§ PROMPT
Retype the listing exactly, minus its pictures.

§ DATA SECTION
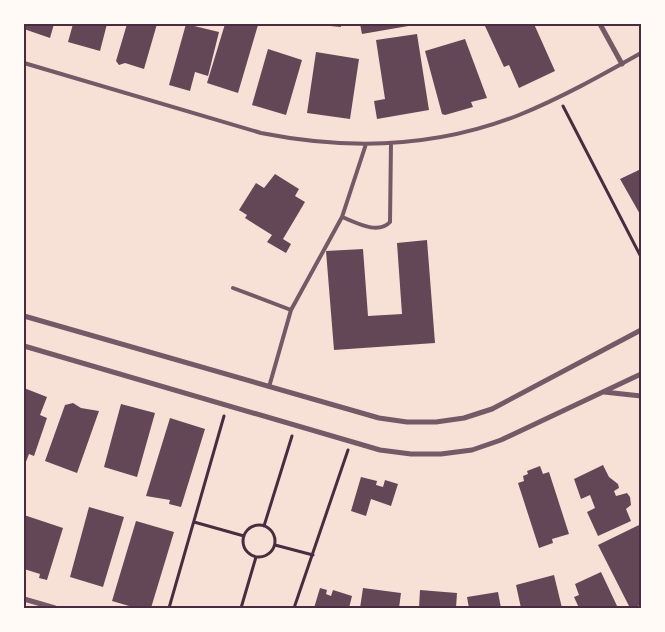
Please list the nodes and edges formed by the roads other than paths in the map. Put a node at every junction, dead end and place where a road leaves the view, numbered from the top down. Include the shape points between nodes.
1 (600, 24) edge
2 (641, 54) edge
3 (24, 63) edge
4 (622, 64) junction
5 (391, 143) junction
6 (366, 144) junction
7 (342, 217) junction
8 (233, 288) dead end
9 (291, 310) junction
10 (24, 316) edge
11 (641, 330) edge
12 (24, 346) edge
13 (641, 374) edge
14 (269, 386) junction
15 (603, 392) junction
16 (641, 396) edge
17 (24, 599) edge
18 (36, 606) edge
19 (55, 608) edge

1 - 4 street
2 - 4 lane
3 - 6 lane via 261,133 295,140
4 - 5 lane via 518,115 434,138
5 - 6 lane
5 - 7 lane via 390,222 385,228 378,229
6 - 7 lane
7 - 9 lane
8 - 9 lane
9 - 14 lane
10 - 14 street
11 - 14 street via 518,397 492,409 445,421 407,422 379,418
12 - 15 street via 351,442 411,454 472,450 501,440
13 - 15 street
15 - 16 street
17 - 18 street
18 - 19 street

§ COMPLETED EXERCISE
Please list the nodes and edges formed by the roads other than paths in the map. Put a node at every junction, dead end and place where a road leaves the view, numbered from the top down. Include the shape points between nodes.
1 (600, 24) edge
2 (641, 54) edge
3 (24, 63) edge
4 (622, 64) junction
5 (391, 143) junction
6 (366, 144) junction
7 (342, 217) junction
8 (233, 288) dead end
9 (291, 310) junction
10 (24, 316) edge
11 (641, 330) edge
12 (24, 346) edge
13 (641, 374) edge
14 (269, 386) junction
15 (603, 392) junction
16 (641, 396) edge
17 (24, 599) edge
18 (36, 606) edge
19 (55, 608) edge

1 - 4 street
2 - 4 lane
3 - 6 lane via 261,133 295,140
4 - 5 lane via 518,115 434,138
5 - 6 lane
5 - 7 lane via 390,222 385,228 378,229
6 - 7 lane
7 - 9 lane
8 - 9 lane
9 - 14 lane
10 - 14 street
11 - 14 street via 518,397 492,409 445,421 407,422 379,418
12 - 15 street via 351,442 411,454 472,450 501,440
13 - 15 street
15 - 16 street
17 - 18 street
18 - 19 street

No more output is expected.